What is required: Please write out each entry below exactly as given.

--- Supplied data Enclosed Below ---

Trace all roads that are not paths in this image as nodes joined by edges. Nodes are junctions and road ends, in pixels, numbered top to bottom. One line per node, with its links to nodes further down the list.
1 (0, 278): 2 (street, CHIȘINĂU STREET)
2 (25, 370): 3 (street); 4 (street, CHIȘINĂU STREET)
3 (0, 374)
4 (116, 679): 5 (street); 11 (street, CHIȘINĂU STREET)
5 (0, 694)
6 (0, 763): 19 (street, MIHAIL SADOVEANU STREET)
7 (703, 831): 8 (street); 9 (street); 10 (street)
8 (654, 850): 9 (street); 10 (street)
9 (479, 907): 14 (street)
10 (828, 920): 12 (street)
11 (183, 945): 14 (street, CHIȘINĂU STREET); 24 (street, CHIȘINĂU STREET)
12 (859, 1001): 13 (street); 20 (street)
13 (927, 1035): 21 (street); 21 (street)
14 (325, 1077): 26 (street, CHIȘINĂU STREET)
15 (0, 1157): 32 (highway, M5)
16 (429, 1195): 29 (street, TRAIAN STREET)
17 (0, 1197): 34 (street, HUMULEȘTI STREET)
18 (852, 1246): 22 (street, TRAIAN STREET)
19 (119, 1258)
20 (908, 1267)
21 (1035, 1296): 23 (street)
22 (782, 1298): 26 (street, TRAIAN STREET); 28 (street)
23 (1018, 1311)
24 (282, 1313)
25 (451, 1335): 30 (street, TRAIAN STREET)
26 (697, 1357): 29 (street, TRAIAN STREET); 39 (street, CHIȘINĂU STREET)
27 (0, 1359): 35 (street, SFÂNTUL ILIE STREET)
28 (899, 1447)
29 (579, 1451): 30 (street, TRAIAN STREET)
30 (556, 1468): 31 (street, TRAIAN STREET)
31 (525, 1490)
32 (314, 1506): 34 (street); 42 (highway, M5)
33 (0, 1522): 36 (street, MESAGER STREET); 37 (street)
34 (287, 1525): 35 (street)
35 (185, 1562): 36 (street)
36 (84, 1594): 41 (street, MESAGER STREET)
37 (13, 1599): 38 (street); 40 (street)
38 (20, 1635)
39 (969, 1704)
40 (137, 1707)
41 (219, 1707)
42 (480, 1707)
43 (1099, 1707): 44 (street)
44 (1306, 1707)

--- End of Enclosed Supplied data ---

Written response:
Trace all roads that are not paths in this image as nodes joined by edges. Nodes are junctions and road ends, in pixels, numbered top to bottom. One line per node, with its links to nodes further down the list.
1 (0, 278): 2 (street, CHIȘINĂU STREET)
2 (25, 370): 3 (street); 4 (street, CHIȘINĂU STREET)
3 (0, 374)
4 (116, 679): 5 (street); 11 (street, CHIȘINĂU STREET)
5 (0, 694)
6 (0, 763): 19 (street, MIHAIL SADOVEANU STREET)
7 (703, 831): 8 (street); 9 (street); 10 (street)
8 (654, 850): 9 (street); 10 (street)
9 (479, 907): 14 (street)
10 (828, 920): 12 (street)
11 (183, 945): 14 (street, CHIȘINĂU STREET); 24 (street, CHIȘINĂU STREET)
12 (859, 1001): 13 (street); 20 (street)
13 (927, 1035): 21 (street); 21 (street)
14 (325, 1077): 26 (street, CHIȘINĂU STREET)
15 (0, 1157): 32 (highway, M5)
16 (429, 1195): 29 (street, TRAIAN STREET)
17 (0, 1197): 34 (street, HUMULEȘTI STREET)
18 (852, 1246): 22 (street, TRAIAN STREET)
19 (119, 1258)
20 (908, 1267)
21 (1035, 1296): 23 (street)
22 (782, 1298): 26 (street, TRAIAN STREET); 28 (street)
23 (1018, 1311)
24 (282, 1313)
25 (451, 1335): 30 (street, TRAIAN STREET)
26 (697, 1357): 29 (street, TRAIAN STREET); 39 (street, CHIȘINĂU STREET)
27 (0, 1359): 35 (street, SFÂNTUL ILIE STREET)
28 (899, 1447)
29 (579, 1451): 30 (street, TRAIAN STREET)
30 (556, 1468): 31 (street, TRAIAN STREET)
31 (525, 1490)
32 (314, 1506): 34 (street); 42 (highway, M5)
33 (0, 1522): 36 (street, MESAGER STREET); 37 (street)
34 (287, 1525): 35 (street)
35 (185, 1562): 36 (street)
36 (84, 1594): 41 (street, MESAGER STREET)
37 (13, 1599): 38 (street); 40 (street)
38 (20, 1635)
39 (969, 1704)
40 (137, 1707)
41 (219, 1707)
42 (480, 1707)
43 (1099, 1707): 44 (street)
44 (1306, 1707)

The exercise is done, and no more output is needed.